■ Excerpted records ■
::::::::

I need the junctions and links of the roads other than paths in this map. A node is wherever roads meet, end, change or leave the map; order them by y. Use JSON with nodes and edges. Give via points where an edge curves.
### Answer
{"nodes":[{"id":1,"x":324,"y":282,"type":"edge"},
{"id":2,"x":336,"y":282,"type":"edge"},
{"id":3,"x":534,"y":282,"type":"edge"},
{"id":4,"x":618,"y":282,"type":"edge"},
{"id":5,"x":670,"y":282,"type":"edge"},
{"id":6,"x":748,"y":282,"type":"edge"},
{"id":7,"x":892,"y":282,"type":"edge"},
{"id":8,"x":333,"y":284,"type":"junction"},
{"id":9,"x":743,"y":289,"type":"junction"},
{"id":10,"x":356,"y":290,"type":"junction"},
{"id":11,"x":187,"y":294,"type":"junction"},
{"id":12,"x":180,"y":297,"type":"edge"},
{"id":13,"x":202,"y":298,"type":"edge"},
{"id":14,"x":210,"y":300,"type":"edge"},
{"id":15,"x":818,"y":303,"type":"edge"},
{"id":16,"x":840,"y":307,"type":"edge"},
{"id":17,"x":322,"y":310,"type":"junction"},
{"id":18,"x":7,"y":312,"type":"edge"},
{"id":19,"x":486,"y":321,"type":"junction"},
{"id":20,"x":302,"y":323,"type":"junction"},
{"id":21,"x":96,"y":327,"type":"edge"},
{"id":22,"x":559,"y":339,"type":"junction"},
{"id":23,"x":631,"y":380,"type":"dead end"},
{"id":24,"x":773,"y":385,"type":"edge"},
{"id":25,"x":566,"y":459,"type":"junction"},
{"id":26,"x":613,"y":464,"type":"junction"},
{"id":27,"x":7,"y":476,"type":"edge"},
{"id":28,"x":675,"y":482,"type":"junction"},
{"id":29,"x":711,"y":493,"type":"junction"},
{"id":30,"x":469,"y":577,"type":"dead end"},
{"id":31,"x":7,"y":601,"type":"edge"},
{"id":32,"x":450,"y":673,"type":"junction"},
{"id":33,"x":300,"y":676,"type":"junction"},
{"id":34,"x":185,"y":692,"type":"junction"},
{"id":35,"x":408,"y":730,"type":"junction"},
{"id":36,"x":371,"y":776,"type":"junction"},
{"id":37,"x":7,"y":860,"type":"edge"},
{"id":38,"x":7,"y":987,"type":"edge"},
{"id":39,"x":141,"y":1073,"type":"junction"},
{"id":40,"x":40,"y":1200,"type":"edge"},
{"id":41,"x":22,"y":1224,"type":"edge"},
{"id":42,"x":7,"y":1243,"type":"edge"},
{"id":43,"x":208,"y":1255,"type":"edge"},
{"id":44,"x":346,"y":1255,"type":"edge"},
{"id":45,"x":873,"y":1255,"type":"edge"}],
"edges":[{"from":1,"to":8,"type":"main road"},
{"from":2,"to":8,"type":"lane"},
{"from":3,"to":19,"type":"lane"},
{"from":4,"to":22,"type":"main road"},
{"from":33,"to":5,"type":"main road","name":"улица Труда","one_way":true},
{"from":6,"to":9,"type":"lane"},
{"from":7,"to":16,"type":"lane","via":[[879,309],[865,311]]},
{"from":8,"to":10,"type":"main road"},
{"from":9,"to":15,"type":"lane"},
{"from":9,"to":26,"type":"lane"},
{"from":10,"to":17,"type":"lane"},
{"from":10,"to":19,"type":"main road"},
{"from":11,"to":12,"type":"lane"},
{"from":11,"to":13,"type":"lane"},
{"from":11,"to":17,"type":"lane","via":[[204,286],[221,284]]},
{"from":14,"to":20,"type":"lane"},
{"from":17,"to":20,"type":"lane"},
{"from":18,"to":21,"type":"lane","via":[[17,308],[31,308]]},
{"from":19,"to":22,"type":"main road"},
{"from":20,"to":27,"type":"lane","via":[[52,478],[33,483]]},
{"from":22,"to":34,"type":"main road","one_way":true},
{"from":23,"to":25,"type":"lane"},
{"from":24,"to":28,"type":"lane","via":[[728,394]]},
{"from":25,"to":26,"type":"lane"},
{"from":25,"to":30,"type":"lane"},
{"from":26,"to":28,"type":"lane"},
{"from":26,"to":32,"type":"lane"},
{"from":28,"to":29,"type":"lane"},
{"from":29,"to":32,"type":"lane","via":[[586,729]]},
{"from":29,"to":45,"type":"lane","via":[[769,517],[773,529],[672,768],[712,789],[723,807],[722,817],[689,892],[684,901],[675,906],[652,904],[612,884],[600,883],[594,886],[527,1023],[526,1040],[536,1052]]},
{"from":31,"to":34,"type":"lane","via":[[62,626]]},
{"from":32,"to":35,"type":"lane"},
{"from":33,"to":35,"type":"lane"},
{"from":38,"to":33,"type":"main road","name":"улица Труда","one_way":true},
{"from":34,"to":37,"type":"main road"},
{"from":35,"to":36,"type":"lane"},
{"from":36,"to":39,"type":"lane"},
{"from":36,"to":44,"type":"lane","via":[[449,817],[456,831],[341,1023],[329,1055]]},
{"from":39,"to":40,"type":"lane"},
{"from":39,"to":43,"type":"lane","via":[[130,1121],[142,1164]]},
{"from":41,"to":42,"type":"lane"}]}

::::::::

■ Try it ■
Copy each line above that contains the word "улица".

■ Solution to the exercise ■
{"from":33,"to":5,"type":"main road","name":"улица Труда","one_way":true},
{"from":38,"to":33,"type":"main road","name":"улица Труда","one_way":true},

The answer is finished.